» Requirement:
Without altering a single word, repeat the records that follow.
<<<<
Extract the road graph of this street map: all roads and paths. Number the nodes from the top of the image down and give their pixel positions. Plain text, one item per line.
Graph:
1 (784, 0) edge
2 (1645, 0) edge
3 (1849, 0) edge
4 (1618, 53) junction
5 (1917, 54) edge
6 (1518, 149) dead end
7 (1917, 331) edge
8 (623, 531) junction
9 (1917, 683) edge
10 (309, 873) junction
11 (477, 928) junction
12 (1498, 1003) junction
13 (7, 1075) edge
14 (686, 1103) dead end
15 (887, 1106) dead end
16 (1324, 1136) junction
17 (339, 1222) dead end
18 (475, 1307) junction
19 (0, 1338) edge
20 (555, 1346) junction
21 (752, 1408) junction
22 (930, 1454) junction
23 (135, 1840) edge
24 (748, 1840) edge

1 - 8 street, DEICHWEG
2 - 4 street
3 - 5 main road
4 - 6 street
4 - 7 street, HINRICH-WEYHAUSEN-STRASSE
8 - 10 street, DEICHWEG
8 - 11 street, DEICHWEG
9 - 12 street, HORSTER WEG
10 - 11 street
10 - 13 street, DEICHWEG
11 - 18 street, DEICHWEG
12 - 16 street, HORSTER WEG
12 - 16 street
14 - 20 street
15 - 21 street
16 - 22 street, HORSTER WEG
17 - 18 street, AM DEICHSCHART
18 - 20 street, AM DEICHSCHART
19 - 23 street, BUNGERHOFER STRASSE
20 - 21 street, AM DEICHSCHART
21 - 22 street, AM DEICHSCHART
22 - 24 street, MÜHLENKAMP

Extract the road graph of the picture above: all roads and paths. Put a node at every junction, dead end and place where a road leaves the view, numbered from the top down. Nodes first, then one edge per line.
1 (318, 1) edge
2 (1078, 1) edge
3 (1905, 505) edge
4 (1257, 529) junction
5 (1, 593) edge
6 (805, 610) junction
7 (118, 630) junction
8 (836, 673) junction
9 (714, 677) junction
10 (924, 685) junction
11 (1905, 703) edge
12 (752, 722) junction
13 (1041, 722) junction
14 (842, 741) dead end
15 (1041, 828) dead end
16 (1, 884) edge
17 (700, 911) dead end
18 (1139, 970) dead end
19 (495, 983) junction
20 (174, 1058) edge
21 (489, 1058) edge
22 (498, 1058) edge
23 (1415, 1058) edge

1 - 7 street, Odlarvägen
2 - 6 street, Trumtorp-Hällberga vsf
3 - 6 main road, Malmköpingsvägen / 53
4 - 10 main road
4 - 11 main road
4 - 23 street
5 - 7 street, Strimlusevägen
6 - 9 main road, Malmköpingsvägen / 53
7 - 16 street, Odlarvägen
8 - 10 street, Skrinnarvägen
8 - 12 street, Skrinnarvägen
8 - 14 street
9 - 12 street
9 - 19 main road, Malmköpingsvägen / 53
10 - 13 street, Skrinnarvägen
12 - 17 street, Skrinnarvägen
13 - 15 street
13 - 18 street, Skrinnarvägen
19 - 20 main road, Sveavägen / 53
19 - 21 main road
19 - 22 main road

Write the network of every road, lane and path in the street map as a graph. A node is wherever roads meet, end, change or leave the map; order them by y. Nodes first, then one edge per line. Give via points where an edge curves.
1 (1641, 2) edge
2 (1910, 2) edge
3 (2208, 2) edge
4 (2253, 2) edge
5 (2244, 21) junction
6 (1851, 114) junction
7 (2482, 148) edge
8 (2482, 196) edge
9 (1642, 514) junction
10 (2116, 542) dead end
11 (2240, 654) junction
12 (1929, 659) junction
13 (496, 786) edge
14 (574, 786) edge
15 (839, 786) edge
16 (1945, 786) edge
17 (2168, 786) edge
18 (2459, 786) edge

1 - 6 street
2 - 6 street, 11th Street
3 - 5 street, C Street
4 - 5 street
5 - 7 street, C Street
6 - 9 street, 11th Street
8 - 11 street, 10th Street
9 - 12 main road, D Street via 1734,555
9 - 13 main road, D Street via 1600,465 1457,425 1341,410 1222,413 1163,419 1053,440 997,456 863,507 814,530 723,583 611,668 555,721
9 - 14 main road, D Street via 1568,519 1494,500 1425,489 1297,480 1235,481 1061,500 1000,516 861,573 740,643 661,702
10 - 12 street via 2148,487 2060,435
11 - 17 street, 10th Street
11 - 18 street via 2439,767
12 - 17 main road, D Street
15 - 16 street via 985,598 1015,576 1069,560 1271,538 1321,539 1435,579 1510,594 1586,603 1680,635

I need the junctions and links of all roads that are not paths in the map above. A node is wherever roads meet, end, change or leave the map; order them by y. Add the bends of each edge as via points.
>>>>
» Answer for this exercise:
Extract the road graph of this street map: all roads and paths. Number the nodes from the top of the image down and give their pixel positions. Plain text, one item per line.
Graph:
1 (784, 0) edge
2 (1645, 0) edge
3 (1849, 0) edge
4 (1618, 53) junction
5 (1917, 54) edge
6 (1518, 149) dead end
7 (1917, 331) edge
8 (623, 531) junction
9 (1917, 683) edge
10 (309, 873) junction
11 (477, 928) junction
12 (1498, 1003) junction
13 (7, 1075) edge
14 (686, 1103) dead end
15 (887, 1106) dead end
16 (1324, 1136) junction
17 (339, 1222) dead end
18 (475, 1307) junction
19 (0, 1338) edge
20 (555, 1346) junction
21 (752, 1408) junction
22 (930, 1454) junction
23 (135, 1840) edge
24 (748, 1840) edge

1 - 8 street, DEICHWEG
2 - 4 street
3 - 5 main road
4 - 6 street
4 - 7 street, HINRICH-WEYHAUSEN-STRASSE
8 - 10 street, DEICHWEG
8 - 11 street, DEICHWEG
9 - 12 street, HORSTER WEG
10 - 11 street
10 - 13 street, DEICHWEG
11 - 18 street, DEICHWEG
12 - 16 street, HORSTER WEG
12 - 16 street
14 - 20 street
15 - 21 street
16 - 22 street, HORSTER WEG
17 - 18 street, AM DEICHSCHART
18 - 20 street, AM DEICHSCHART
19 - 23 street, BUNGERHOFER STRASSE
20 - 21 street, AM DEICHSCHART
21 - 22 street, AM DEICHSCHART
22 - 24 street, MÜHLENKAMP

Extract the road graph of the picture above: all roads and paths. Put a node at every junction, dead end and place where a road leaves the view, numbered from the top down. Nodes first, then one edge per line.
1 (318, 1) edge
2 (1078, 1) edge
3 (1905, 505) edge
4 (1257, 529) junction
5 (1, 593) edge
6 (805, 610) junction
7 (118, 630) junction
8 (836, 673) junction
9 (714, 677) junction
10 (924, 685) junction
11 (1905, 703) edge
12 (752, 722) junction
13 (1041, 722) junction
14 (842, 741) dead end
15 (1041, 828) dead end
16 (1, 884) edge
17 (700, 911) dead end
18 (1139, 970) dead end
19 (495, 983) junction
20 (174, 1058) edge
21 (489, 1058) edge
22 (498, 1058) edge
23 (1415, 1058) edge

1 - 7 street, Odlarvägen
2 - 6 street, Trumtorp-Hällberga vsf
3 - 6 main road, Malmköpingsvägen / 53
4 - 10 main road
4 - 11 main road
4 - 23 street
5 - 7 street, Strimlusevägen
6 - 9 main road, Malmköpingsvägen / 53
7 - 16 street, Odlarvägen
8 - 10 street, Skrinnarvägen
8 - 12 street, Skrinnarvägen
8 - 14 street
9 - 12 street
9 - 19 main road, Malmköpingsvägen / 53
10 - 13 street, Skrinnarvägen
12 - 17 street, Skrinnarvägen
13 - 15 street
13 - 18 street, Skrinnarvägen
19 - 20 main road, Sveavägen / 53
19 - 21 main road
19 - 22 main road

Write the network of every road, lane and path in the street map as a graph. A node is wherever roads meet, end, change or leave the map; order them by y. Nodes first, then one edge per line. Give via points where an edge curves.
1 (1641, 2) edge
2 (1910, 2) edge
3 (2208, 2) edge
4 (2253, 2) edge
5 (2244, 21) junction
6 (1851, 114) junction
7 (2482, 148) edge
8 (2482, 196) edge
9 (1642, 514) junction
10 (2116, 542) dead end
11 (2240, 654) junction
12 (1929, 659) junction
13 (496, 786) edge
14 (574, 786) edge
15 (839, 786) edge
16 (1945, 786) edge
17 (2168, 786) edge
18 (2459, 786) edge

1 - 6 street
2 - 6 street, 11th Street
3 - 5 street, C Street
4 - 5 street
5 - 7 street, C Street
6 - 9 street, 11th Street
8 - 11 street, 10th Street
9 - 12 main road, D Street via 1734,555
9 - 13 main road, D Street via 1600,465 1457,425 1341,410 1222,413 1163,419 1053,440 997,456 863,507 814,530 723,583 611,668 555,721
9 - 14 main road, D Street via 1568,519 1494,500 1425,489 1297,480 1235,481 1061,500 1000,516 861,573 740,643 661,702
10 - 12 street via 2148,487 2060,435
11 - 17 street, 10th Street
11 - 18 street via 2439,767
12 - 17 main road, D Street
15 - 16 street via 985,598 1015,576 1069,560 1271,538 1321,539 1435,579 1510,594 1586,603 1680,635

I need the junctions and links of all roads that are not paths in the map above. A node is wherever roads meet, end, change or leave the map; order them by y. Add the bends of each edge as via points.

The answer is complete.